Nov. 7-9, Geoduck DMR feature analysis

Generate appropriate background

  • I previously used within-sample DMRs filtered for coverage in 3/4 individuals/group as the background.
    • HOWEVER, these did not include all sites that had the potential to be methylated
    • To create a more inclusive background, I need to look at all CG sites considered prior to determining within-sample DMRs
  • Within-sample DMRs were determined by:
    • having at least 3 differentially methylated sites (DMS)
      • DMS were determined by:
        • having 5x coverage
          • if sites are within a 30bp window their counts can be combined
        • passing an RMS test significance threshold of 0.01
    • within a max distance of 250bp
  • ATTEMPT 1: If I remove the significance threshold (and set –sig-cutoff to 1 instead of 0.01) for DMS, than I should get results from all sites considered for DMS.
    • I attempted this using this mox script: 20191108_DMRfindAllEPInoSig.sh
      • RESULTS: Resulting files indicate some other filtering is happening because because the number of regions is the nearly the same as when I ran DMRfind with significance level set to 0.01. I had expected a much longer list of regions.
  • ATTEMPT 2: To address if the software only consider CG sites with a value in the methylation counts column of the allc file I created new allc files with the coverage counts column also as the methylation counts column (assuming 100% methylation at every site).
  • ATTEMPT 3: To adjust other parameters in attempt to remove all filtering, I tried the following settings in this mox script here: 20191108_DMRfindAllEPItotCountsRes1.sh on ambient samples only as a test:
    • –resid-cutoff 1
    • –min-tests 1
    • –num-sims 1
    • –sig-cutoff 1
    • RESULTS: resulting files indicate certain criteria in the software are not met as output contains only a header

4th times the charm!

Plot background vs. sig. DMR features

I updated the Rmarkdown file I used previously to generate a bar plot showing the proportion of features that significant DMRs vs. background sites fall into.
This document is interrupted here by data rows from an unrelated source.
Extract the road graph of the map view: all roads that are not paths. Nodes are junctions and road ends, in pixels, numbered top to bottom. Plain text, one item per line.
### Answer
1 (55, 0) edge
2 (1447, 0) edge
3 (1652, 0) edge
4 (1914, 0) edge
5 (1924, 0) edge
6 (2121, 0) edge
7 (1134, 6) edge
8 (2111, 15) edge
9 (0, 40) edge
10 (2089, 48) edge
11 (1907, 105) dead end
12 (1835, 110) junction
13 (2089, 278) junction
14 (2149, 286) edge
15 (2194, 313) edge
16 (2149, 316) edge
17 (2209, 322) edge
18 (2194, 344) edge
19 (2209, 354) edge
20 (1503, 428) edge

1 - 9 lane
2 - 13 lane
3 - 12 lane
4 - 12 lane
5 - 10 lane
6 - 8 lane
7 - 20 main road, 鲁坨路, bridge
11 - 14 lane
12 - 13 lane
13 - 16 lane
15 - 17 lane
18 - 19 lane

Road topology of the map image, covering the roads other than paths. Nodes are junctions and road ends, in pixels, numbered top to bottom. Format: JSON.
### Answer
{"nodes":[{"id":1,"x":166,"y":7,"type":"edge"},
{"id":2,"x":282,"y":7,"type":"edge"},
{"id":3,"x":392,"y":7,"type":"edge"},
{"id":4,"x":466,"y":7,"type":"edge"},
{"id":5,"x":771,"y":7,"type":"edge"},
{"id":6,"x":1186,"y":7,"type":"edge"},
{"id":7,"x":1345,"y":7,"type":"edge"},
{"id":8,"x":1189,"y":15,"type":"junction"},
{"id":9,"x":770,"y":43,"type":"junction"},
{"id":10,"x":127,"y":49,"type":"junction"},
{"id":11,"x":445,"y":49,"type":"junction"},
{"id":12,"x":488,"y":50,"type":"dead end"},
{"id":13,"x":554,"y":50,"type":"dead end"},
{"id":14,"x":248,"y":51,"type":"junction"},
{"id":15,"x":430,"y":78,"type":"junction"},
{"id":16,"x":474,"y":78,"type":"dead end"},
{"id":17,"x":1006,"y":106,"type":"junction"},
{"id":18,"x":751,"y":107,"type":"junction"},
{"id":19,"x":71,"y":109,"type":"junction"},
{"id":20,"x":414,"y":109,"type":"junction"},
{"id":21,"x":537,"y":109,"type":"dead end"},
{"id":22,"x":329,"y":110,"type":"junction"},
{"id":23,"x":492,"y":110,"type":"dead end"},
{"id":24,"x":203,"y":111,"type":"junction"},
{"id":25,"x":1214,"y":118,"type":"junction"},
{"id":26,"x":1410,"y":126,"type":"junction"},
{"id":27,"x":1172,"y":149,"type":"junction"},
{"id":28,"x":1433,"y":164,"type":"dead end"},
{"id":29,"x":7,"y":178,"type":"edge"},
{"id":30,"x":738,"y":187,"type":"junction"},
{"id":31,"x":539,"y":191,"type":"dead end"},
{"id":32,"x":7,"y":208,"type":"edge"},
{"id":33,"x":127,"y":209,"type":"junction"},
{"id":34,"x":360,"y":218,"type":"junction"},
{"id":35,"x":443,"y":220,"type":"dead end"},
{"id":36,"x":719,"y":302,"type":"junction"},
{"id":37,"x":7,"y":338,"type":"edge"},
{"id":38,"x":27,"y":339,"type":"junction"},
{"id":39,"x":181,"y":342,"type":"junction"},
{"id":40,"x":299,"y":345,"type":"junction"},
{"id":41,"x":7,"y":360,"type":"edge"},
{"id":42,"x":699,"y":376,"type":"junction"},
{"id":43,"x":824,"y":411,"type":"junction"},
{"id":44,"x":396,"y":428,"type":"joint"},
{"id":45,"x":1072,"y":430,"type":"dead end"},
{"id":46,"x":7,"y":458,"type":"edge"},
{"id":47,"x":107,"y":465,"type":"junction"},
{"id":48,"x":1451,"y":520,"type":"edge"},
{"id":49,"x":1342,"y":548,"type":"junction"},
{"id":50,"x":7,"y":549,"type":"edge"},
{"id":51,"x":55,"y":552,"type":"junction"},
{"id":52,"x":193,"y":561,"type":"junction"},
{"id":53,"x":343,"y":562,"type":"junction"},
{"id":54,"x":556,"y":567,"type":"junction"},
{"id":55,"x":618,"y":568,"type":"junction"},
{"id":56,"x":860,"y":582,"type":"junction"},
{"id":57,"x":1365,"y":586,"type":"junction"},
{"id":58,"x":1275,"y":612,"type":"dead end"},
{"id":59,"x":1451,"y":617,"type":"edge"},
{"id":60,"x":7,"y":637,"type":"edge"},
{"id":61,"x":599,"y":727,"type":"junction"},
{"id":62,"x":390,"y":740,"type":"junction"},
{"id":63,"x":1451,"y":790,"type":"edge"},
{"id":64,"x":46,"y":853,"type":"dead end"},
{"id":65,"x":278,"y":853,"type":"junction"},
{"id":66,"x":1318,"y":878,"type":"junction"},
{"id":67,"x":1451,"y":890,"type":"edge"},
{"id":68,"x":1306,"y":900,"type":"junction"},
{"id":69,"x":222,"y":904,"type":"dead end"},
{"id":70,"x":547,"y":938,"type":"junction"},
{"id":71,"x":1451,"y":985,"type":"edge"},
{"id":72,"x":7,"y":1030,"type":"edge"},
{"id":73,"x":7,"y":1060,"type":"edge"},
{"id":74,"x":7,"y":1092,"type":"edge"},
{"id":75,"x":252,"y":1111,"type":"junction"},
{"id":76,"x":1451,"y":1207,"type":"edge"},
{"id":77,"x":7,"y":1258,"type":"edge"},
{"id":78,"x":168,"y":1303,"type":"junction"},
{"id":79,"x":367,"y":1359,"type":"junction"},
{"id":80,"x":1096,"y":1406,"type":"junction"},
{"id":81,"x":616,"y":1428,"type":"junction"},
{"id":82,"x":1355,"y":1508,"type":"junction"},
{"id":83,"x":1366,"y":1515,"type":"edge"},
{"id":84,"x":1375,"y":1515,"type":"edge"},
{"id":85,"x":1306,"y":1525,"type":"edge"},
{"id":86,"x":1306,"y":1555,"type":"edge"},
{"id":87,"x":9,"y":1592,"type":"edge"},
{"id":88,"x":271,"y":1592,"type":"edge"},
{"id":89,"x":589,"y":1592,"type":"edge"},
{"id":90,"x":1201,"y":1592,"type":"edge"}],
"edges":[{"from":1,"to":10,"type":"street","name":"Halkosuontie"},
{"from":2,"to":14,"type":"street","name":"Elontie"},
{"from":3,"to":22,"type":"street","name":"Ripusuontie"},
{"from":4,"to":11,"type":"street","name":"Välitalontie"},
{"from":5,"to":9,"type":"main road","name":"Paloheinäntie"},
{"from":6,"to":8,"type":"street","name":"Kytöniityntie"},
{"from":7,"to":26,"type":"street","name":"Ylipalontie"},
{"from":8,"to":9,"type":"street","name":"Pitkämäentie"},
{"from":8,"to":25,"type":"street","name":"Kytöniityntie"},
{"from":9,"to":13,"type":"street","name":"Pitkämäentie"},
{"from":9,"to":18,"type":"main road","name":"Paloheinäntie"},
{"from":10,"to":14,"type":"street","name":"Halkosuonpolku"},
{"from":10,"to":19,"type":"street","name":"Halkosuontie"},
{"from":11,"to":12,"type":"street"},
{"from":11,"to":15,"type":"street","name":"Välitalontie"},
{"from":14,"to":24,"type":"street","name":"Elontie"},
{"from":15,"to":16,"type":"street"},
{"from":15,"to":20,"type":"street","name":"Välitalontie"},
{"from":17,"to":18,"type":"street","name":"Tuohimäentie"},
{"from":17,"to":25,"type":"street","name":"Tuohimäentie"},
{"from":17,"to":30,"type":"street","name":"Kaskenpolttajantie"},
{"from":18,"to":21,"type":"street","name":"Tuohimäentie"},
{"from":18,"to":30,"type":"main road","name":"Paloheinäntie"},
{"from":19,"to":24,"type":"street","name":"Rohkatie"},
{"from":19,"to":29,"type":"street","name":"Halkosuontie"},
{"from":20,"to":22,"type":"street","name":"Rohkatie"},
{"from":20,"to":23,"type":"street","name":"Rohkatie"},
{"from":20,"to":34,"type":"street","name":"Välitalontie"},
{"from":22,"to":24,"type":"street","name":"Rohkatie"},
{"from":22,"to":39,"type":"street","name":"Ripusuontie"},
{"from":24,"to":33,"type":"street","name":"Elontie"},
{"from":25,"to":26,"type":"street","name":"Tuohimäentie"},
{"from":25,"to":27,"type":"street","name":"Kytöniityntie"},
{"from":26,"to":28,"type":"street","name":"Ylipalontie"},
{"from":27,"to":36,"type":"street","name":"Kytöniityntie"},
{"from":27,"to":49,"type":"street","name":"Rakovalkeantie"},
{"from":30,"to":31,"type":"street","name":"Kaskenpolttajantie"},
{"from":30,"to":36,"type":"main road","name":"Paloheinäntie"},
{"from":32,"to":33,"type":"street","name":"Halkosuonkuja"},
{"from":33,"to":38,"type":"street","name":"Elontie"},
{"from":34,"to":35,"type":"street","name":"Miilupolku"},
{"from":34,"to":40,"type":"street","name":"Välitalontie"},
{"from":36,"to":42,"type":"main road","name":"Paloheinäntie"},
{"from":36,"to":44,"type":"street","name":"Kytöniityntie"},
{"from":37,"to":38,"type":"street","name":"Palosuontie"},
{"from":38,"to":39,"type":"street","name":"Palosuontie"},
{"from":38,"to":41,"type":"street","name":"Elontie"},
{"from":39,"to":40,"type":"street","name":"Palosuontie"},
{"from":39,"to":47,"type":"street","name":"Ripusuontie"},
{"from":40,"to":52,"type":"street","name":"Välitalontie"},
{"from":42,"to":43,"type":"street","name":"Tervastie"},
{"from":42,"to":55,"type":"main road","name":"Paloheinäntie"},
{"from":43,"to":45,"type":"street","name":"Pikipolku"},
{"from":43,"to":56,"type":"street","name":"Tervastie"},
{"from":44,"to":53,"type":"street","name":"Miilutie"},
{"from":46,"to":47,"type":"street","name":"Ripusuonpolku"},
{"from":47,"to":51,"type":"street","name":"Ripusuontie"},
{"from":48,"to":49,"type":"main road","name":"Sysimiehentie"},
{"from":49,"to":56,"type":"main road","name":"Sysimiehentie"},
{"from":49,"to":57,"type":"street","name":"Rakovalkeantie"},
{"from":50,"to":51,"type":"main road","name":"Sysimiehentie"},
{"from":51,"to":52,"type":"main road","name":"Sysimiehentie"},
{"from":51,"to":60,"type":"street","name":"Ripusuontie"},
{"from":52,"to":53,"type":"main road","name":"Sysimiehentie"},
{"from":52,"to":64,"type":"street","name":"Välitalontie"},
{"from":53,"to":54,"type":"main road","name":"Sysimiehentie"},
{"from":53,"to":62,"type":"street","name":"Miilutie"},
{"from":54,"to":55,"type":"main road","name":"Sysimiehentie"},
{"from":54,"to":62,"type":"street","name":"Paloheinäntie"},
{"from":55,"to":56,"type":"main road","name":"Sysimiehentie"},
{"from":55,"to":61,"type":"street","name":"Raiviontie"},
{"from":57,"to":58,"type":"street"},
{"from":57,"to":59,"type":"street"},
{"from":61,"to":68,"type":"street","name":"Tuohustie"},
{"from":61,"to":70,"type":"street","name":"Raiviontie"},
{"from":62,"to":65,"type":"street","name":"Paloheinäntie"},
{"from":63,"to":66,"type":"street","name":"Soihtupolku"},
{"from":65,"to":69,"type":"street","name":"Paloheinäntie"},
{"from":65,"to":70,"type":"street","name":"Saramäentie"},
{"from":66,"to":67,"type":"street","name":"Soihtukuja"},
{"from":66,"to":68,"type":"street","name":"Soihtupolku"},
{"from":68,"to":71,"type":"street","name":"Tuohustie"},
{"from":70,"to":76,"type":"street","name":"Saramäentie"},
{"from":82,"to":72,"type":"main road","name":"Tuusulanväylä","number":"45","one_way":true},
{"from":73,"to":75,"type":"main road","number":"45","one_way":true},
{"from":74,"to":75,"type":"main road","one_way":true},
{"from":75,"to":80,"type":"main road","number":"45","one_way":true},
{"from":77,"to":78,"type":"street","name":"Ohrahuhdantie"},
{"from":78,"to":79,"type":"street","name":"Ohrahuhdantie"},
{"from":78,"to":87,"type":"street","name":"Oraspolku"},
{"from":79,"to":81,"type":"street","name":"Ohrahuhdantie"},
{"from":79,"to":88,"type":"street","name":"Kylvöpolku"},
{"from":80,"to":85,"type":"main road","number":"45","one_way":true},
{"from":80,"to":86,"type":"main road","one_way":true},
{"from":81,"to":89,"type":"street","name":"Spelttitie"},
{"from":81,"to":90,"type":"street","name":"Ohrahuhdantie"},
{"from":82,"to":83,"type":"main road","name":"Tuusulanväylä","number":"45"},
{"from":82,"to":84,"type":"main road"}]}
RESULTS: There are no strong differences between significant DMRs and background CpG sites in the proportion of features they overlap with, except:

  • Day145 comparison where CDS and exon features are under-represented, and repeat_regions are over-represented.

  • CDS and exon are slightly over-represented in Day135 and all ambient sample comparisons

Next steps

  • Look deeper into repeat regions (there are ~6 different catagories, so can see if any are particularly different)
  • For DMRs no in features, check the nearest features
  • Compare genes with DMRs to the ones identified by Hollie’s method
  • Continue GO analysis
    • generate appropriate GO background to use for each comparison
    • run TopGO
  • Go through manuscript methods section
    • update new stuff
    • add comments to areas of concern
Written on November 9, 2019